═══ DATA FOR THIS TASK ═══

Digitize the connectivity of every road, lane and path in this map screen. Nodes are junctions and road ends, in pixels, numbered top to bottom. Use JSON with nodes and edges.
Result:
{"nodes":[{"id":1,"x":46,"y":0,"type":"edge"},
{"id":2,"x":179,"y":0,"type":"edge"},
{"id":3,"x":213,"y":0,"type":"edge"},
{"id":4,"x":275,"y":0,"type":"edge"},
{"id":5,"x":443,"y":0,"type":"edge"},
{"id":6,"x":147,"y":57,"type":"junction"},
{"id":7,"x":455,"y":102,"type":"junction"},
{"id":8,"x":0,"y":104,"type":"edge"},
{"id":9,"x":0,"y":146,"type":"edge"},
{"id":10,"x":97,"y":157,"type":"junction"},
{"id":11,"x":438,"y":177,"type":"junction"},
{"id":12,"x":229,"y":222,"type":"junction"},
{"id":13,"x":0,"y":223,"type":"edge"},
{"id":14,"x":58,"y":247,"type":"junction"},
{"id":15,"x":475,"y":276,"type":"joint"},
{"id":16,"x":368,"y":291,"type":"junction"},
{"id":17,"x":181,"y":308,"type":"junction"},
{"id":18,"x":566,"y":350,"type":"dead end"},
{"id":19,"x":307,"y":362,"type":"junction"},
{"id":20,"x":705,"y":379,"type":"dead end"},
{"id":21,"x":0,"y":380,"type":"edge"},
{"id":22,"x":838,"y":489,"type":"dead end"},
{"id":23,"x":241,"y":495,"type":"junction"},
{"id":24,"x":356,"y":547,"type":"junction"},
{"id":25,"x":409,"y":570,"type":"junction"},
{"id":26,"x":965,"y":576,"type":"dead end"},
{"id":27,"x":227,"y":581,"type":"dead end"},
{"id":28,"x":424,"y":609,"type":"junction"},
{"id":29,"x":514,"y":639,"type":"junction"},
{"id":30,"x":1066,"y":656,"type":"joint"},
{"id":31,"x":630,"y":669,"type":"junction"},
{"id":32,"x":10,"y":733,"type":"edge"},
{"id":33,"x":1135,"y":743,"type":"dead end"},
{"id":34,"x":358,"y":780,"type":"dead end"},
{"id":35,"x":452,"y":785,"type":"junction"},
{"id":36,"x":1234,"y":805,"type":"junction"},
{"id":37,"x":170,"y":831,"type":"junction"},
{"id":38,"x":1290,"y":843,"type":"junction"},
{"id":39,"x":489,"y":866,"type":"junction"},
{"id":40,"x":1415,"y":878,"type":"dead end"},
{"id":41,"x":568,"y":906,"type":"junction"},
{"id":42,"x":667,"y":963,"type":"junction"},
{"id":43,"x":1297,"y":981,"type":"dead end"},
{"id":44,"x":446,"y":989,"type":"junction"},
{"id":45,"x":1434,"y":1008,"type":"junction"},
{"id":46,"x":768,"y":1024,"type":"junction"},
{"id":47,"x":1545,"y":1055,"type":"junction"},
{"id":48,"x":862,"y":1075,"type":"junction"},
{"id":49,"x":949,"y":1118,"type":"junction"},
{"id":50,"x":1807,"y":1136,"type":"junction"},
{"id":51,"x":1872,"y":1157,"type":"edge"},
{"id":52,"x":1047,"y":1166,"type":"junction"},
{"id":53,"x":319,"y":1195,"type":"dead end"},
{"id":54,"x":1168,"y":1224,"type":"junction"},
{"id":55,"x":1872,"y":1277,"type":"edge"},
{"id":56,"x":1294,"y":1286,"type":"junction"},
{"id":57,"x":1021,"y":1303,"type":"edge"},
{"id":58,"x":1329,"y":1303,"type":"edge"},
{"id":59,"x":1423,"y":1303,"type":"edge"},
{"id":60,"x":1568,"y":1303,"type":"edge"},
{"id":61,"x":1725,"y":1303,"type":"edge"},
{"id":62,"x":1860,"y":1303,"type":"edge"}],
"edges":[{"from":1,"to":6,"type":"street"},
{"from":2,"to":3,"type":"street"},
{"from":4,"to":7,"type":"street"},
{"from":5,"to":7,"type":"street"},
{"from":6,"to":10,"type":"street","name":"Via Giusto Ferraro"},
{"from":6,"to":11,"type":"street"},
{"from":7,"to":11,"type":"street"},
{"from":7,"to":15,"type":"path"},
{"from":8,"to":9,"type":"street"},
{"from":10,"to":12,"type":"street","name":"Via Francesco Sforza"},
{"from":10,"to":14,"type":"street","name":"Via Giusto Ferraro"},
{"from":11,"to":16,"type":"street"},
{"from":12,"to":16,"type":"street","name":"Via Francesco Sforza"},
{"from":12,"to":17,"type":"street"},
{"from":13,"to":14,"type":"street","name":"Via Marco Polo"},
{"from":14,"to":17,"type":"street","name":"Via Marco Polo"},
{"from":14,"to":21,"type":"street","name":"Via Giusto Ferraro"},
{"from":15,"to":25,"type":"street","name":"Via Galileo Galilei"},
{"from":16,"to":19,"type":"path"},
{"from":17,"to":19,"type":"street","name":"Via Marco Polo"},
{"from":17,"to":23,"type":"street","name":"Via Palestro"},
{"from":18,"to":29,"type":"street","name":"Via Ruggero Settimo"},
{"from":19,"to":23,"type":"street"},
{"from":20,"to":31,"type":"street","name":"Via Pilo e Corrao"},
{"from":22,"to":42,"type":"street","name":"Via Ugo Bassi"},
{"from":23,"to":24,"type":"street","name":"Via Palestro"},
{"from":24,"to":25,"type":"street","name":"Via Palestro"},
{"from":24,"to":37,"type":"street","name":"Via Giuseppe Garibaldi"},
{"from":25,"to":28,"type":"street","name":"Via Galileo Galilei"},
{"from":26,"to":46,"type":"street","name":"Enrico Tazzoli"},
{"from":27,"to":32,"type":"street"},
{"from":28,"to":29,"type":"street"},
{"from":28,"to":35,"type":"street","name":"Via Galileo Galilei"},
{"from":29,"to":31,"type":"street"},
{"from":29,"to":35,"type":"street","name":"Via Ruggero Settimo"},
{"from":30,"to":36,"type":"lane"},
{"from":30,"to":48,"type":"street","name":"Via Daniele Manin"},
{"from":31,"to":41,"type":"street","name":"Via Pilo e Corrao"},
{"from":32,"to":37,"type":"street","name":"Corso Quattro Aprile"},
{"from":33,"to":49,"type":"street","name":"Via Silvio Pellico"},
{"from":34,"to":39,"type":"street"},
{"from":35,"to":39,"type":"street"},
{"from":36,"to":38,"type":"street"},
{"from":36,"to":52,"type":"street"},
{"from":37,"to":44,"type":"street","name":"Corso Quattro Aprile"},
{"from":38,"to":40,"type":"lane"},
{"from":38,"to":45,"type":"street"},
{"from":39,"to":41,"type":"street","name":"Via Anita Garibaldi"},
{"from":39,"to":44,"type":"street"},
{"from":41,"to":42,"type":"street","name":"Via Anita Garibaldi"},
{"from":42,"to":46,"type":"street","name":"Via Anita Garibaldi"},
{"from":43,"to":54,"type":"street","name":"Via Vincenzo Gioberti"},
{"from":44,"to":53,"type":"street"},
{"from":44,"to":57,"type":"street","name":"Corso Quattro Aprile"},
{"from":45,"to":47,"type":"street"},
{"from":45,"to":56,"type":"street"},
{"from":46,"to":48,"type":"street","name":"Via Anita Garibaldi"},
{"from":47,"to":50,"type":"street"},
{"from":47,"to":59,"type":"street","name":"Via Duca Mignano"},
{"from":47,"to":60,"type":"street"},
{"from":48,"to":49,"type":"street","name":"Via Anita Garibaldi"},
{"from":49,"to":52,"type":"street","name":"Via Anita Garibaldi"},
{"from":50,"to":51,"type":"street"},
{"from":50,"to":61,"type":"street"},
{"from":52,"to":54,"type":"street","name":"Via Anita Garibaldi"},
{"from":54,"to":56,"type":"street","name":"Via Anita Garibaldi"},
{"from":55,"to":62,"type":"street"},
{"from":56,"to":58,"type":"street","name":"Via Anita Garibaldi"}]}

═══

### WHAT YOU ARE ASKED TO DO
Everything in the records should be written out again exactly.

### THE COMPLETED TASK
Digitize the connectivity of every road, lane and path in this map screen. Nodes are junctions and road ends, in pixels, numbered top to bottom. Use JSON with nodes and edges.
Result:
{"nodes":[{"id":1,"x":46,"y":0,"type":"edge"},
{"id":2,"x":179,"y":0,"type":"edge"},
{"id":3,"x":213,"y":0,"type":"edge"},
{"id":4,"x":275,"y":0,"type":"edge"},
{"id":5,"x":443,"y":0,"type":"edge"},
{"id":6,"x":147,"y":57,"type":"junction"},
{"id":7,"x":455,"y":102,"type":"junction"},
{"id":8,"x":0,"y":104,"type":"edge"},
{"id":9,"x":0,"y":146,"type":"edge"},
{"id":10,"x":97,"y":157,"type":"junction"},
{"id":11,"x":438,"y":177,"type":"junction"},
{"id":12,"x":229,"y":222,"type":"junction"},
{"id":13,"x":0,"y":223,"type":"edge"},
{"id":14,"x":58,"y":247,"type":"junction"},
{"id":15,"x":475,"y":276,"type":"joint"},
{"id":16,"x":368,"y":291,"type":"junction"},
{"id":17,"x":181,"y":308,"type":"junction"},
{"id":18,"x":566,"y":350,"type":"dead end"},
{"id":19,"x":307,"y":362,"type":"junction"},
{"id":20,"x":705,"y":379,"type":"dead end"},
{"id":21,"x":0,"y":380,"type":"edge"},
{"id":22,"x":838,"y":489,"type":"dead end"},
{"id":23,"x":241,"y":495,"type":"junction"},
{"id":24,"x":356,"y":547,"type":"junction"},
{"id":25,"x":409,"y":570,"type":"junction"},
{"id":26,"x":965,"y":576,"type":"dead end"},
{"id":27,"x":227,"y":581,"type":"dead end"},
{"id":28,"x":424,"y":609,"type":"junction"},
{"id":29,"x":514,"y":639,"type":"junction"},
{"id":30,"x":1066,"y":656,"type":"joint"},
{"id":31,"x":630,"y":669,"type":"junction"},
{"id":32,"x":10,"y":733,"type":"edge"},
{"id":33,"x":1135,"y":743,"type":"dead end"},
{"id":34,"x":358,"y":780,"type":"dead end"},
{"id":35,"x":452,"y":785,"type":"junction"},
{"id":36,"x":1234,"y":805,"type":"junction"},
{"id":37,"x":170,"y":831,"type":"junction"},
{"id":38,"x":1290,"y":843,"type":"junction"},
{"id":39,"x":489,"y":866,"type":"junction"},
{"id":40,"x":1415,"y":878,"type":"dead end"},
{"id":41,"x":568,"y":906,"type":"junction"},
{"id":42,"x":667,"y":963,"type":"junction"},
{"id":43,"x":1297,"y":981,"type":"dead end"},
{"id":44,"x":446,"y":989,"type":"junction"},
{"id":45,"x":1434,"y":1008,"type":"junction"},
{"id":46,"x":768,"y":1024,"type":"junction"},
{"id":47,"x":1545,"y":1055,"type":"junction"},
{"id":48,"x":862,"y":1075,"type":"junction"},
{"id":49,"x":949,"y":1118,"type":"junction"},
{"id":50,"x":1807,"y":1136,"type":"junction"},
{"id":51,"x":1872,"y":1157,"type":"edge"},
{"id":52,"x":1047,"y":1166,"type":"junction"},
{"id":53,"x":319,"y":1195,"type":"dead end"},
{"id":54,"x":1168,"y":1224,"type":"junction"},
{"id":55,"x":1872,"y":1277,"type":"edge"},
{"id":56,"x":1294,"y":1286,"type":"junction"},
{"id":57,"x":1021,"y":1303,"type":"edge"},
{"id":58,"x":1329,"y":1303,"type":"edge"},
{"id":59,"x":1423,"y":1303,"type":"edge"},
{"id":60,"x":1568,"y":1303,"type":"edge"},
{"id":61,"x":1725,"y":1303,"type":"edge"},
{"id":62,"x":1860,"y":1303,"type":"edge"}],
"edges":[{"from":1,"to":6,"type":"street"},
{"from":2,"to":3,"type":"street"},
{"from":4,"to":7,"type":"street"},
{"from":5,"to":7,"type":"street"},
{"from":6,"to":10,"type":"street","name":"Via Giusto Ferraro"},
{"from":6,"to":11,"type":"street"},
{"from":7,"to":11,"type":"street"},
{"from":7,"to":15,"type":"path"},
{"from":8,"to":9,"type":"street"},
{"from":10,"to":12,"type":"street","name":"Via Francesco Sforza"},
{"from":10,"to":14,"type":"street","name":"Via Giusto Ferraro"},
{"from":11,"to":16,"type":"street"},
{"from":12,"to":16,"type":"street","name":"Via Francesco Sforza"},
{"from":12,"to":17,"type":"street"},
{"from":13,"to":14,"type":"street","name":"Via Marco Polo"},
{"from":14,"to":17,"type":"street","name":"Via Marco Polo"},
{"from":14,"to":21,"type":"street","name":"Via Giusto Ferraro"},
{"from":15,"to":25,"type":"street","name":"Via Galileo Galilei"},
{"from":16,"to":19,"type":"path"},
{"from":17,"to":19,"type":"street","name":"Via Marco Polo"},
{"from":17,"to":23,"type":"street","name":"Via Palestro"},
{"from":18,"to":29,"type":"street","name":"Via Ruggero Settimo"},
{"from":19,"to":23,"type":"street"},
{"from":20,"to":31,"type":"street","name":"Via Pilo e Corrao"},
{"from":22,"to":42,"type":"street","name":"Via Ugo Bassi"},
{"from":23,"to":24,"type":"street","name":"Via Palestro"},
{"from":24,"to":25,"type":"street","name":"Via Palestro"},
{"from":24,"to":37,"type":"street","name":"Via Giuseppe Garibaldi"},
{"from":25,"to":28,"type":"street","name":"Via Galileo Galilei"},
{"from":26,"to":46,"type":"street","name":"Enrico Tazzoli"},
{"from":27,"to":32,"type":"street"},
{"from":28,"to":29,"type":"street"},
{"from":28,"to":35,"type":"street","name":"Via Galileo Galilei"},
{"from":29,"to":31,"type":"street"},
{"from":29,"to":35,"type":"street","name":"Via Ruggero Settimo"},
{"from":30,"to":36,"type":"lane"},
{"from":30,"to":48,"type":"street","name":"Via Daniele Manin"},
{"from":31,"to":41,"type":"street","name":"Via Pilo e Corrao"},
{"from":32,"to":37,"type":"street","name":"Corso Quattro Aprile"},
{"from":33,"to":49,"type":"street","name":"Via Silvio Pellico"},
{"from":34,"to":39,"type":"street"},
{"from":35,"to":39,"type":"street"},
{"from":36,"to":38,"type":"street"},
{"from":36,"to":52,"type":"street"},
{"from":37,"to":44,"type":"street","name":"Corso Quattro Aprile"},
{"from":38,"to":40,"type":"lane"},
{"from":38,"to":45,"type":"street"},
{"from":39,"to":41,"type":"street","name":"Via Anita Garibaldi"},
{"from":39,"to":44,"type":"street"},
{"from":41,"to":42,"type":"street","name":"Via Anita Garibaldi"},
{"from":42,"to":46,"type":"street","name":"Via Anita Garibaldi"},
{"from":43,"to":54,"type":"street","name":"Via Vincenzo Gioberti"},
{"from":44,"to":53,"type":"street"},
{"from":44,"to":57,"type":"street","name":"Corso Quattro Aprile"},
{"from":45,"to":47,"type":"street"},
{"from":45,"to":56,"type":"street"},
{"from":46,"to":48,"type":"street","name":"Via Anita Garibaldi"},
{"from":47,"to":50,"type":"street"},
{"from":47,"to":59,"type":"street","name":"Via Duca Mignano"},
{"from":47,"to":60,"type":"street"},
{"from":48,"to":49,"type":"street","name":"Via Anita Garibaldi"},
{"from":49,"to":52,"type":"street","name":"Via Anita Garibaldi"},
{"from":50,"to":51,"type":"street"},
{"from":50,"to":61,"type":"street"},
{"from":52,"to":54,"type":"street","name":"Via Anita Garibaldi"},
{"from":54,"to":56,"type":"street","name":"Via Anita Garibaldi"},
{"from":55,"to":62,"type":"street"},
{"from":56,"to":58,"type":"street","name":"Via Anita Garibaldi"}]}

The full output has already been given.